## [Task instructions]
Without including pictures, set down every record exactly as it stands.

## [Data for review]
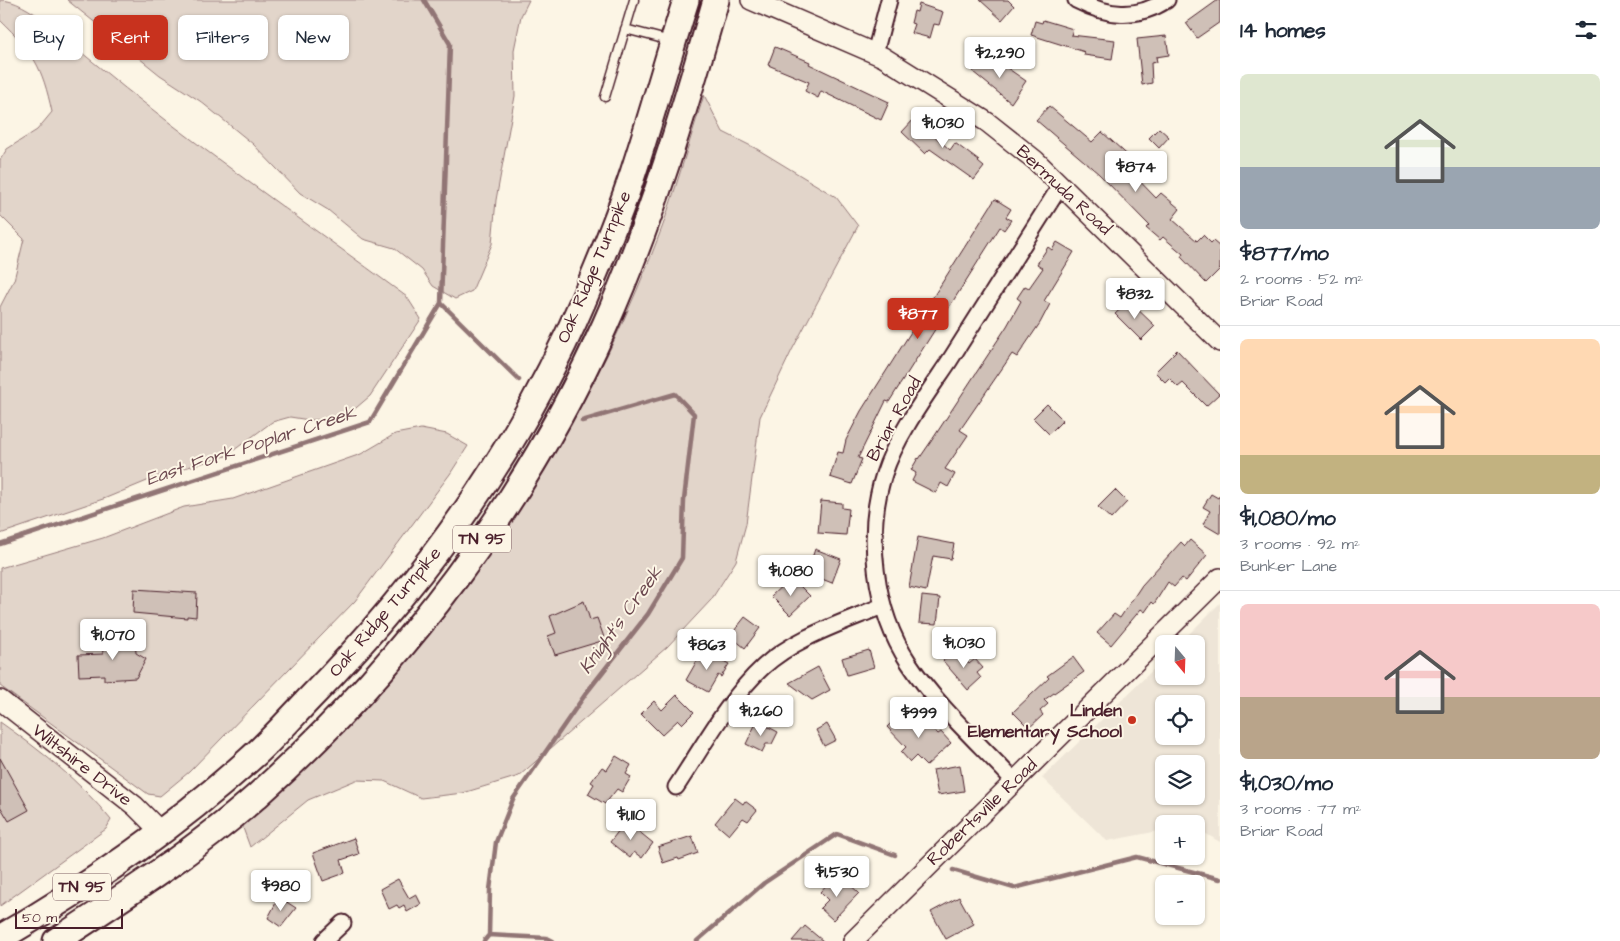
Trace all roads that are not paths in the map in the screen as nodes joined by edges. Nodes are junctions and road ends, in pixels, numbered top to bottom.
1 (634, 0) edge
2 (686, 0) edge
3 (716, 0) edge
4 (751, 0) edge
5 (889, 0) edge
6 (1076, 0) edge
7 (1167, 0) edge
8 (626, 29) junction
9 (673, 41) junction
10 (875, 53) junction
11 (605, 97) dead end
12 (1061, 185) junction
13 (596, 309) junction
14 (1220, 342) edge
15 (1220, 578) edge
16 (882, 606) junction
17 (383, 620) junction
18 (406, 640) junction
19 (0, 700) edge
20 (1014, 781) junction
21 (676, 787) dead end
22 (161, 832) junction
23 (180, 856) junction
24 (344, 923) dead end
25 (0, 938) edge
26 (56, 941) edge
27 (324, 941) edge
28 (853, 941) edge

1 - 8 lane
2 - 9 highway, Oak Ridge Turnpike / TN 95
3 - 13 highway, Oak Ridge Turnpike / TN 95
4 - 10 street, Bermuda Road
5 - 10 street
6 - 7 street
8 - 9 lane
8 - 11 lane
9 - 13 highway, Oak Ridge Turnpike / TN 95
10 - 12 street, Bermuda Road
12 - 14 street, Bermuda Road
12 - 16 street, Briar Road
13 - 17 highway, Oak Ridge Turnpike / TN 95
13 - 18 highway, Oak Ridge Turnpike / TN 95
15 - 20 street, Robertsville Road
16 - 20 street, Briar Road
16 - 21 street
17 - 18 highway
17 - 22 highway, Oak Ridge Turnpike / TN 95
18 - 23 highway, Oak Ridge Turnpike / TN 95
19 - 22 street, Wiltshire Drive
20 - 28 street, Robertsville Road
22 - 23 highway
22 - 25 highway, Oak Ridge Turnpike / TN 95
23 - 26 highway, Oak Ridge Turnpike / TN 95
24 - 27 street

## [Your response]
Trace all roads that are not paths in the map in the screen as nodes joined by edges. Nodes are junctions and road ends, in pixels, numbered top to bottom.
1 (634, 0) edge
2 (686, 0) edge
3 (716, 0) edge
4 (751, 0) edge
5 (889, 0) edge
6 (1076, 0) edge
7 (1167, 0) edge
8 (626, 29) junction
9 (673, 41) junction
10 (875, 53) junction
11 (605, 97) dead end
12 (1061, 185) junction
13 (596, 309) junction
14 (1220, 342) edge
15 (1220, 578) edge
16 (882, 606) junction
17 (383, 620) junction
18 (406, 640) junction
19 (0, 700) edge
20 (1014, 781) junction
21 (676, 787) dead end
22 (161, 832) junction
23 (180, 856) junction
24 (344, 923) dead end
25 (0, 938) edge
26 (56, 941) edge
27 (324, 941) edge
28 (853, 941) edge

1 - 8 lane
2 - 9 highway, Oak Ridge Turnpike / TN 95
3 - 13 highway, Oak Ridge Turnpike / TN 95
4 - 10 street, Bermuda Road
5 - 10 street
6 - 7 street
8 - 9 lane
8 - 11 lane
9 - 13 highway, Oak Ridge Turnpike / TN 95
10 - 12 street, Bermuda Road
12 - 14 street, Bermuda Road
12 - 16 street, Briar Road
13 - 17 highway, Oak Ridge Turnpike / TN 95
13 - 18 highway, Oak Ridge Turnpike / TN 95
15 - 20 street, Robertsville Road
16 - 20 street, Briar Road
16 - 21 street
17 - 18 highway
17 - 22 highway, Oak Ridge Turnpike / TN 95
18 - 23 highway, Oak Ridge Turnpike / TN 95
19 - 22 street, Wiltshire Drive
20 - 28 street, Robertsville Road
22 - 23 highway
22 - 25 highway, Oak Ridge Turnpike / TN 95
23 - 26 highway, Oak Ridge Turnpike / TN 95
24 - 27 street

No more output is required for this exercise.